The Cairo project does not provide pre-compiled binaries for Windows, but Christoph Gohlke maintains a site containing unofficial Windows binaries for several Python extension packages, including Cairo. Therefore, the easiest way to install Cairo on Windows along with its Python bindings is simply to download it from Christoph’s site. Make sure you use an installer that is suitable for your Windows platform (32-bit or 64-bit) and the version of Python you are using.

To check if Cairo is installed correctly on your system, run the following example:

>>> import igraph as ig
>>> g = ig.Graph.Famous("petersen")
>>> ig.plot(g)

If PyCairo was successfully installed, this will display a Petersen graph.

2. Switch to matplotlib: You can configure igraph to use matplotlib instead of Cairo.
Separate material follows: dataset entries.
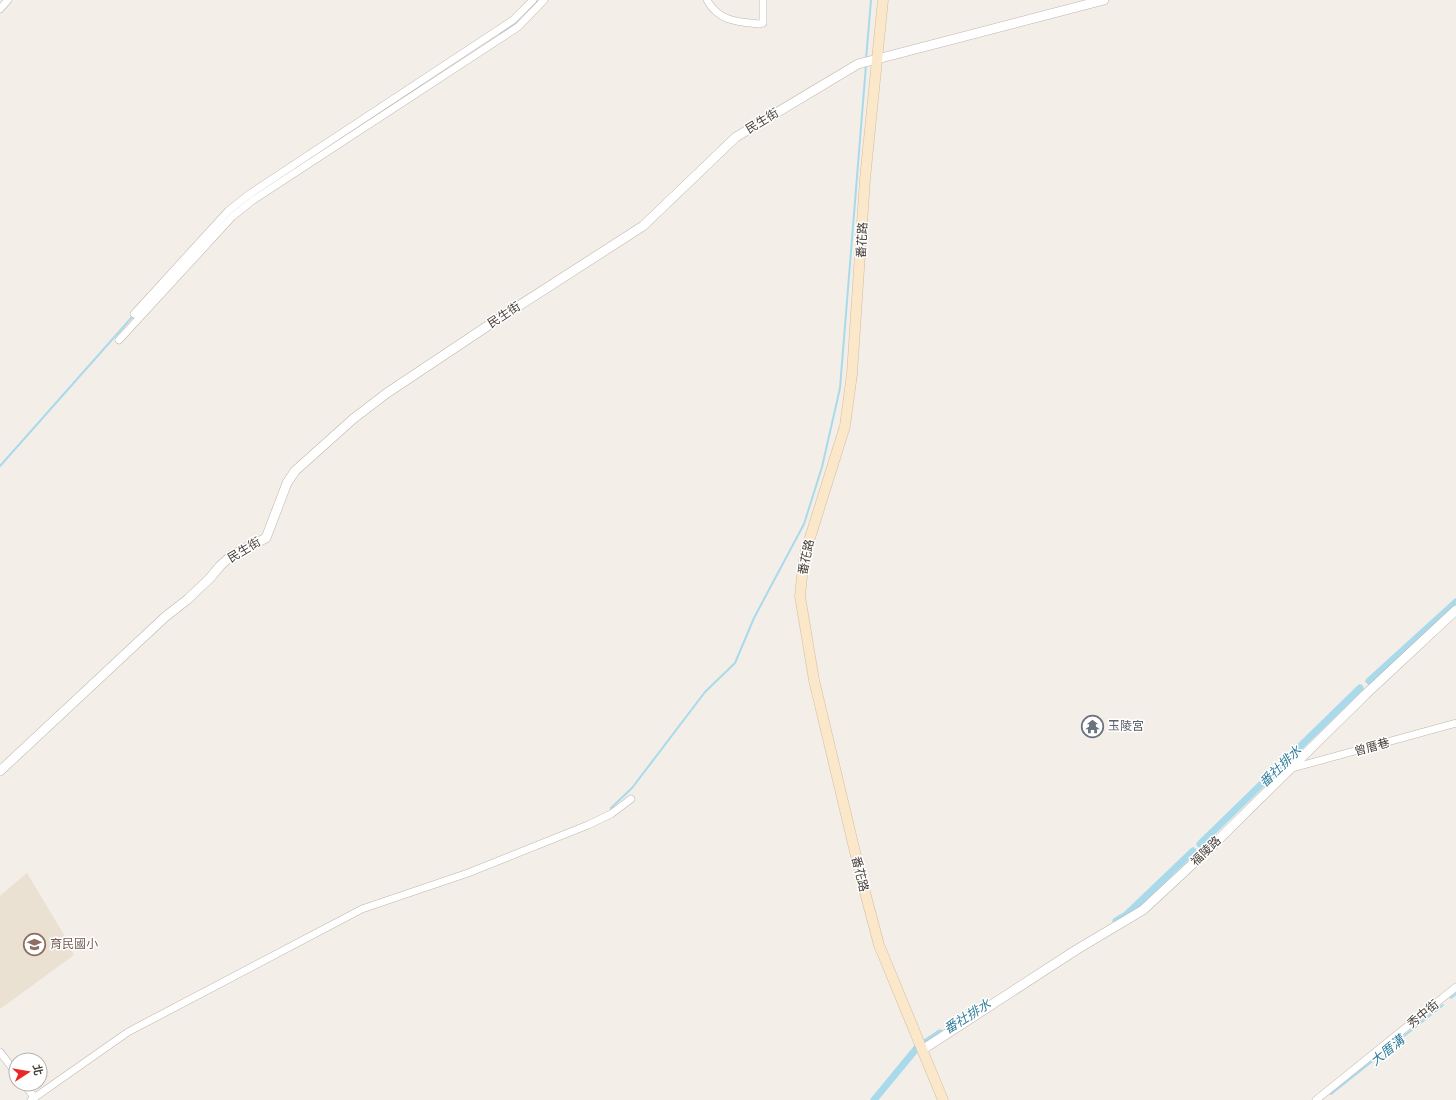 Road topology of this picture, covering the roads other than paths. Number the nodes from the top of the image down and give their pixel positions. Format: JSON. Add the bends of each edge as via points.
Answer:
{"nodes":[{"id":1,"x":8,"y":0,"type":"edge"},
{"id":2,"x":533,"y":0,"type":"edge"},
{"id":3,"x":544,"y":0,"type":"edge"},
{"id":4,"x":707,"y":0,"type":"edge"},
{"id":5,"x":763,"y":0,"type":"edge"},
{"id":6,"x":883,"y":0,"type":"edge"},
{"id":7,"x":1104,"y":0,"type":"edge"},
{"id":8,"x":0,"y":9,"type":"edge"},
{"id":9,"x":876,"y":59,"type":"junction"},
{"id":10,"x":134,"y":314,"type":"dead end"},
{"id":11,"x":119,"y":340,"type":"dead end"},
{"id":12,"x":1456,"y":610,"type":"edge"},
{"id":13,"x":1456,"y":723,"type":"edge"},
{"id":14,"x":1287,"y":770,"type":"junction"},
{"id":15,"x":0,"y":771,"type":"edge"},
{"id":16,"x":630,"y":800,"type":"dead end"},
{"id":17,"x":1456,"y":987,"type":"edge"},
{"id":18,"x":922,"y":1050,"type":"junction"},
{"id":19,"x":0,"y":1052,"type":"edge"},
{"id":20,"x":8,"y":1062,"type":"edge"},
{"id":21,"x":33,"y":1099,"type":"edge"},
{"id":22,"x":943,"y":1100,"type":"edge"},
{"id":23,"x":1316,"y":1100,"type":"edge"}],
"edges":[{"from":1,"to":8,"type":"street"},
{"from":2,"to":10,"type":"street","via":[[513,20],[248,194],[228,210]]},
{"from":3,"to":11,"type":"street","via":[[518,27],[252,201],[232,217]]},
{"from":4,"to":5,"type":"street","via":[[717,15],[759,24],[763,23]]},
{"from":6,"to":9,"type":"main road","name":"番花路"},
{"from":7,"to":9,"type":"street","name":"民生街"},
{"from":9,"to":15,"type":"street","name":"民生街","via":[[858,64],[736,137],[643,226],[386,393],[353,419],[295,471],[287,483],[266,538],[232,555],[188,599],[165,617]]},
{"from":9,"to":18,"type":"main road","name":"番花路","via":[[852,374],[845,426],[804,557],[800,596],[814,680],[879,945]]},
{"from":12,"to":14,"type":"street","name":"福陵路"},
{"from":13,"to":14,"type":"street","name":"曾厝巷"},
{"from":14,"to":18,"type":"street","name":"福陵路","via":[[1212,846],[1143,910],[1076,950]]},
{"from":16,"to":21,"type":"street","via":[[612,814],[588,825],[468,873],[362,909],[128,1032]]},
{"from":17,"to":23,"type":"street","name":"秀中街"},
{"from":18,"to":22,"type":"main road","name":"番花路"},
{"from":19,"to":20,"type":"street"}]} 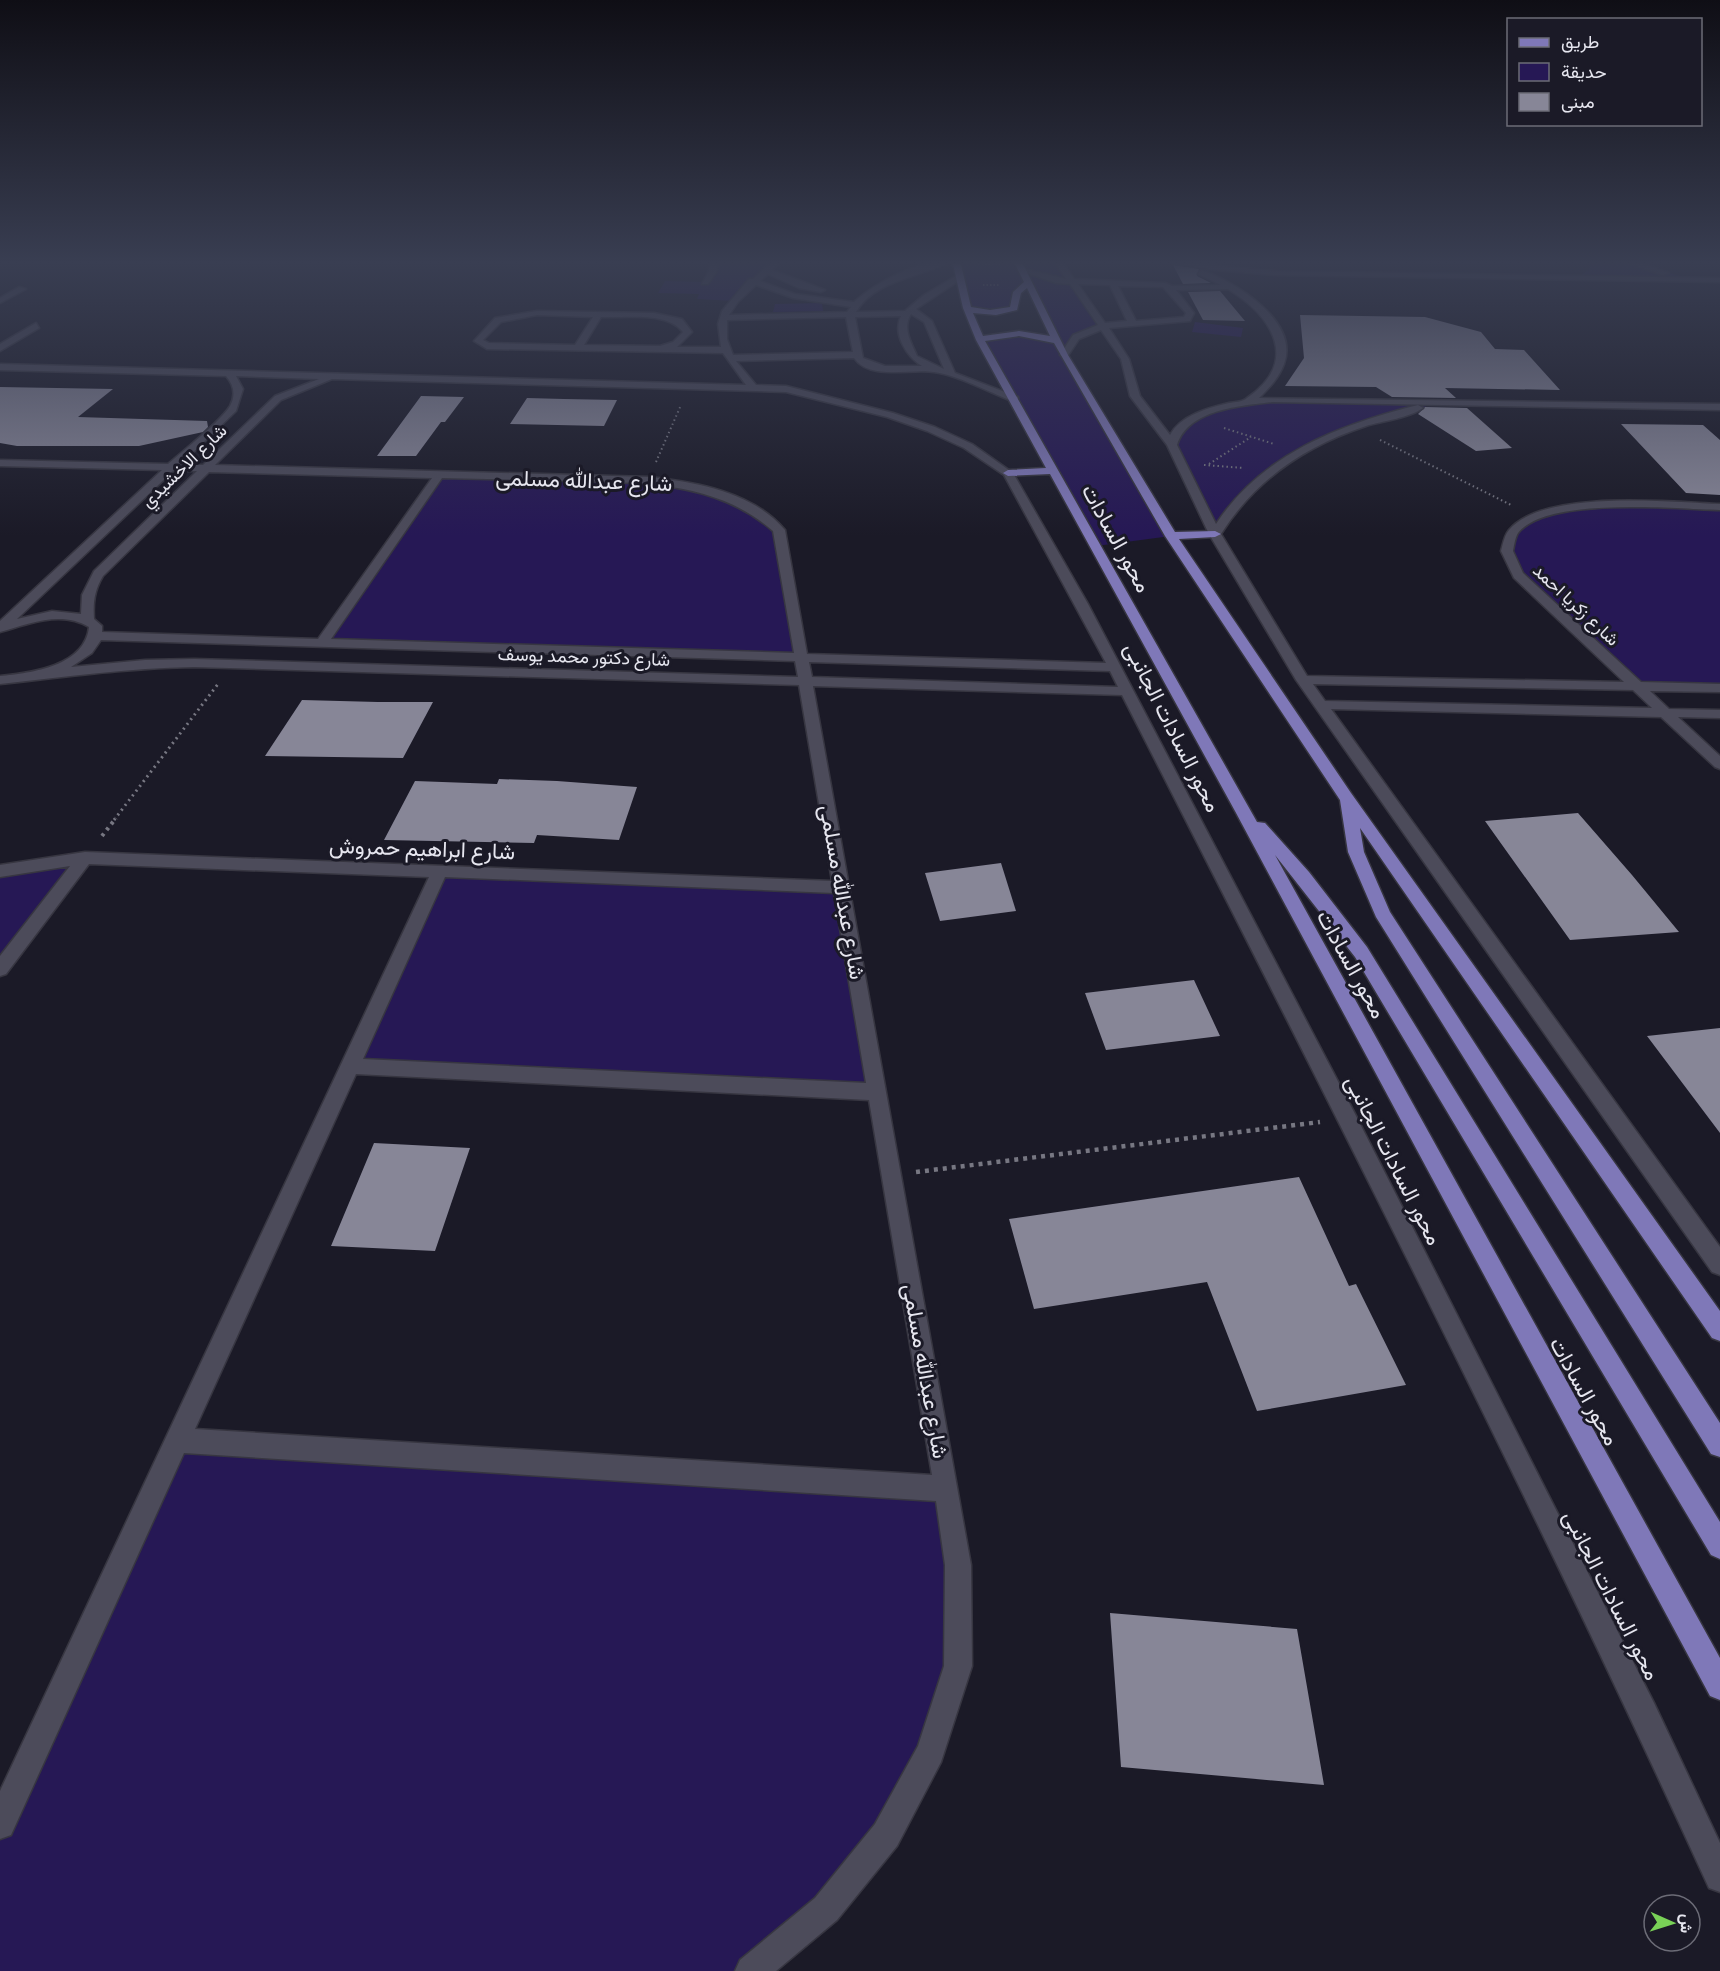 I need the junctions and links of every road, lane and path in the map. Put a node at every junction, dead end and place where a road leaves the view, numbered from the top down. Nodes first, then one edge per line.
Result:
1 (706, 352) edge
2 (857, 352) edge
3 (911, 352) edge
4 (941, 352) edge
5 (987, 352) edge
6 (1062, 352) edge
7 (1120, 352) edge
8 (1283, 352) edge
9 (728, 354) junction
10 (858, 355) junction
11 (0, 367) edge
12 (935, 369) junction
13 (227, 372) junction
14 (345, 375) junction
15 (951, 375) junction
16 (690, 385) junction
17 (752, 387) junction
18 (1016, 399) junction
19 (1443, 401) junction
20 (1248, 403) junction
21 (1720, 407) edge
22 (1194, 418) junction
23 (1355, 428) junction
24 (1251, 437) junction
25 (1173, 445) junction
26 (1298, 452) junction
27 (0, 463) edge
28 (1180, 463) junction
29 (1208, 465) junction
30 (170, 467) junction
31 (205, 468) junction
32 (1269, 470) junction
33 (1054, 471) junction
34 (1008, 473) junction
35 (439, 475) junction
36 (649, 480) junction
37 (1720, 507) edge
38 (1535, 517) junction
39 (1215, 534) junction
40 (1171, 536) junction
41 (88, 619) junction
42 (0, 629) edge
43 (98, 636) junction
44 (322, 642) junction
45 (803, 659) junction
46 (233, 664) junction
47 (1115, 667) junction
48 (41, 674) junction
49 (0, 680) edge
50 (1303, 680) junction
51 (807, 682) junction
52 (1636, 686) junction
53 (1720, 688) edge
54 (1126, 691) junction
55 (1321, 705) junction
56 (1664, 712) junction
57 (1720, 714) edge
58 (1720, 764) edge
59 (1346, 797) junction
60 (1244, 811) junction
61 (85, 858) junction
62 (0, 871) edge
63 (440, 871) junction
64 (843, 887) junction
65 (0, 969) edge
66 (350, 1066) junction
67 (878, 1092) junction
68 (1347, 1118) junction
69 (892, 1175) junction
70 (1720, 1265) edge
71 (1720, 1330) edge
72 (177, 1440) junction
73 (1720, 1445) edge
74 (947, 1489) junction
75 (1720, 1546) edge
76 (1720, 1686) edge
77 (0, 1824) edge
78 (1720, 1877) edge
79 (751, 1971) edge

1 - 9 street
2 - 10 street
3 - 12 street
4 - 15 street
5 - 18 main road, محور السادات
6 - 40 main road, محور السادات
7 - 25 street
8 - 20 street
9 - 10 street
9 - 17 street
10 - 12 street
11 - 13 street
12 - 15 street
13 - 14 street
13 - 30 street, شارع الاخشيدي
14 - 16 street
14 - 31 street, شارع الاخشيدي
15 - 18 street
16 - 17 street
16 - 36 path
17 - 34 street
18 - 33 main road, محور السادات
19 - 20 street
19 - 21 street
19 - 23 street
20 - 22 street
22 - 24 path
22 - 25 street
23 - 26 street
23 - 38 path
24 - 26 path
24 - 29 path
25 - 28 street
26 - 32 street
27 - 30 street, شارع عبدالله مسلمى
28 - 29 path
28 - 39 street
29 - 32 path
30 - 31 street, شارع عبدالله مسلمى
30 - 42 street, شارع الاخشيدي
31 - 35 street, شارع عبدالله مسلمى
31 - 41 street, شارع الاخشيدي
32 - 39 street
33 - 34 main road
33 - 60 main road, محور السادات
34 - 47 street, محور السادات الجانبى
35 - 36 street, شارع عبدالله مسلمى
35 - 44 street
36 - 45 street, شارع عبدالله مسلمى
37 - 38 street, شارع زكريا احمد
38 - 52 street, شارع زكريا احمد
39 - 40 main road
39 - 50 street
40 - 59 main road, محور السادات
41 - 42 street
41 - 43 street
43 - 44 street, شارع دكتور محمد يوسف
43 - 48 street
44 - 45 street, شارع دكتور محمد يوسف
45 - 47 street, شارع دكتور محمد يوسف
45 - 51 street, شارع عبدالله مسلمى
46 - 48 street, شارع دكتور محمد يوسف
46 - 51 street, شارع دكتور محمد يوسف
46 - 61 path
47 - 54 street, محور السادات الجانبى
48 - 49 street
50 - 52 street
50 - 55 street
51 - 54 street, شارع دكتور محمد يوسف
51 - 64 street, شارع عبدالله مسلمى
52 - 53 street
52 - 56 street, شارع زكريا احمد
54 - 68 street, محور السادات الجانبى
55 - 56 street
55 - 70 street
56 - 57 street
56 - 58 street, شارع زكريا احمد
59 - 71 main road, محور السادات
59 - 73 main road
60 - 75 main road
60 - 76 main road, محور السادات
61 - 62 street, شارع ابراهيم حمروش
61 - 63 street, شارع ابراهيم حمروش
61 - 65 street
63 - 64 street, شارع ابراهيم حمروش
63 - 66 street
64 - 67 street, شارع عبدالله مسلمى
66 - 67 street
66 - 72 street
67 - 69 street, شارع عبدالله مسلمى
68 - 69 path
68 - 78 street, محور السادات الجانبى
69 - 74 street, شارع عبدالله مسلمى
72 - 74 street
72 - 77 street
74 - 79 street, شارع عبدالله مسلمى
First, install it:

$ pip install matplotlib

To use matplotlib for a single plot, create a matplotlib.figure.Figure and matplotlib.axes.Axes beforehand (e.g. using matplotlib.pyplot.subplots()):

>>> import matplotlib.pyplot as plt
>>> import igraph as ig
>>> fig, ax = plt.subplots()
>>> g = ig.Graph.Famous("petersen")
>>> ig.plot(g, target=ax)

To use matplotlib for a whole session/notebook:

>>> import matplotlib.pyplot as plt
>>> import igraph as ig
>>> ig.config["plotting.backend"] = "matplotlib"
>>> g = ig.Graph.Famous("petersen")
>>> ig.plot(g)

To preserve this preference across sessions/notebooks, you can store it in the default configuration file used by igraph:

>>> import igraph as ig
>>> ig.config["plotting.backend"] = "matplotlib"

From now on, igraph will default to matplotlib for plotting.